Stored items:
##########

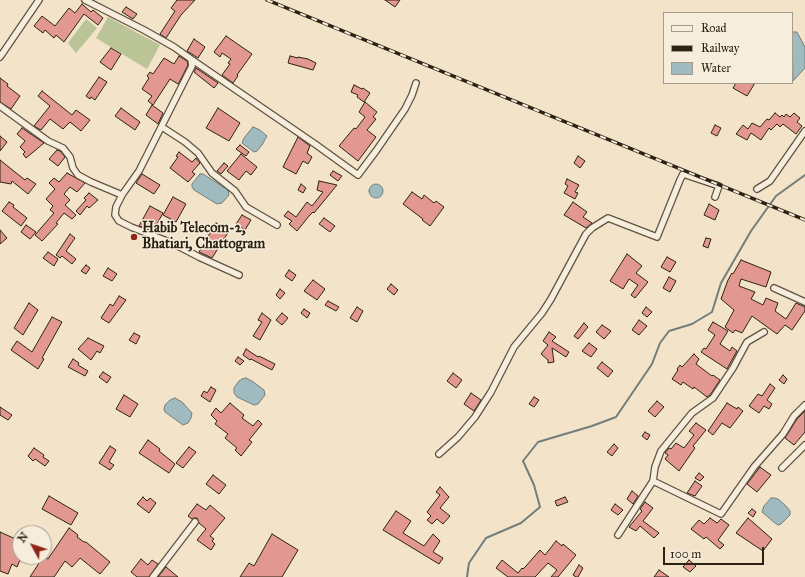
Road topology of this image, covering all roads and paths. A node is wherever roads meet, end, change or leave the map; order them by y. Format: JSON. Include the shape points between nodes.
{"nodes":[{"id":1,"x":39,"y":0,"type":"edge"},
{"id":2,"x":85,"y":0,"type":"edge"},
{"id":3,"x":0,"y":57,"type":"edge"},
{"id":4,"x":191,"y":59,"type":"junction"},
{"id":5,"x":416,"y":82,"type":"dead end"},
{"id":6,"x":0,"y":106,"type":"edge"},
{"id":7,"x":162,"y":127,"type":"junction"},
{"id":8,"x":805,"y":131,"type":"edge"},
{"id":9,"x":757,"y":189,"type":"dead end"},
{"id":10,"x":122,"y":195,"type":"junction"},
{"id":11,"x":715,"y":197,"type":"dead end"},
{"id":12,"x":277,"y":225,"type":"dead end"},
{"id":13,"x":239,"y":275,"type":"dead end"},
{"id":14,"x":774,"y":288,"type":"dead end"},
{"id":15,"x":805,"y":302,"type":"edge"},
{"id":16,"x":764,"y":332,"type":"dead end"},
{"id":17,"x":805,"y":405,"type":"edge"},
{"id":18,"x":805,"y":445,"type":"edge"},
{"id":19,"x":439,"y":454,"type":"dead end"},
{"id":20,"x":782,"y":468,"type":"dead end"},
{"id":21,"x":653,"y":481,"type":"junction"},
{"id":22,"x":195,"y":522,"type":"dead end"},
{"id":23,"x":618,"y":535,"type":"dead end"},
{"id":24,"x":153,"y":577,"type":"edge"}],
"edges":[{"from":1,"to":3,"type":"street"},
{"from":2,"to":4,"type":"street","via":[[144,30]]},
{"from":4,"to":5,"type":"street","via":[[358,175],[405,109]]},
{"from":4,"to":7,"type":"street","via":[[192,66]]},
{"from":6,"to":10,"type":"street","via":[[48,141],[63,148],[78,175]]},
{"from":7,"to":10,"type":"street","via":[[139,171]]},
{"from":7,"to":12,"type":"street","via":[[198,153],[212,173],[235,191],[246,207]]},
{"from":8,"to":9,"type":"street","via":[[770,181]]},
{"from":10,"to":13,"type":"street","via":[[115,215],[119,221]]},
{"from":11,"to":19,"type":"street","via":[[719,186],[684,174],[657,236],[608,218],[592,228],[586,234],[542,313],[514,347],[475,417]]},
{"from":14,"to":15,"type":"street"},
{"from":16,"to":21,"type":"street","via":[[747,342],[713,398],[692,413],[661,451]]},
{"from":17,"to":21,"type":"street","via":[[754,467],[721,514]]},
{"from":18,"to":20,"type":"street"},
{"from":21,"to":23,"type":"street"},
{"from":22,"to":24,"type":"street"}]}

##########

From the records above, pull out each line that has "nodes".

▸ **ANSWER SPACE**:
Road topology of this image, covering all roads and paths. A node is wherever roads meet, end, change or leave the map; order them by y. Format: JSON. Include the shape points between nodes.
{"nodes":[{"id":1,"x":39,"y":0,"type":"edge"},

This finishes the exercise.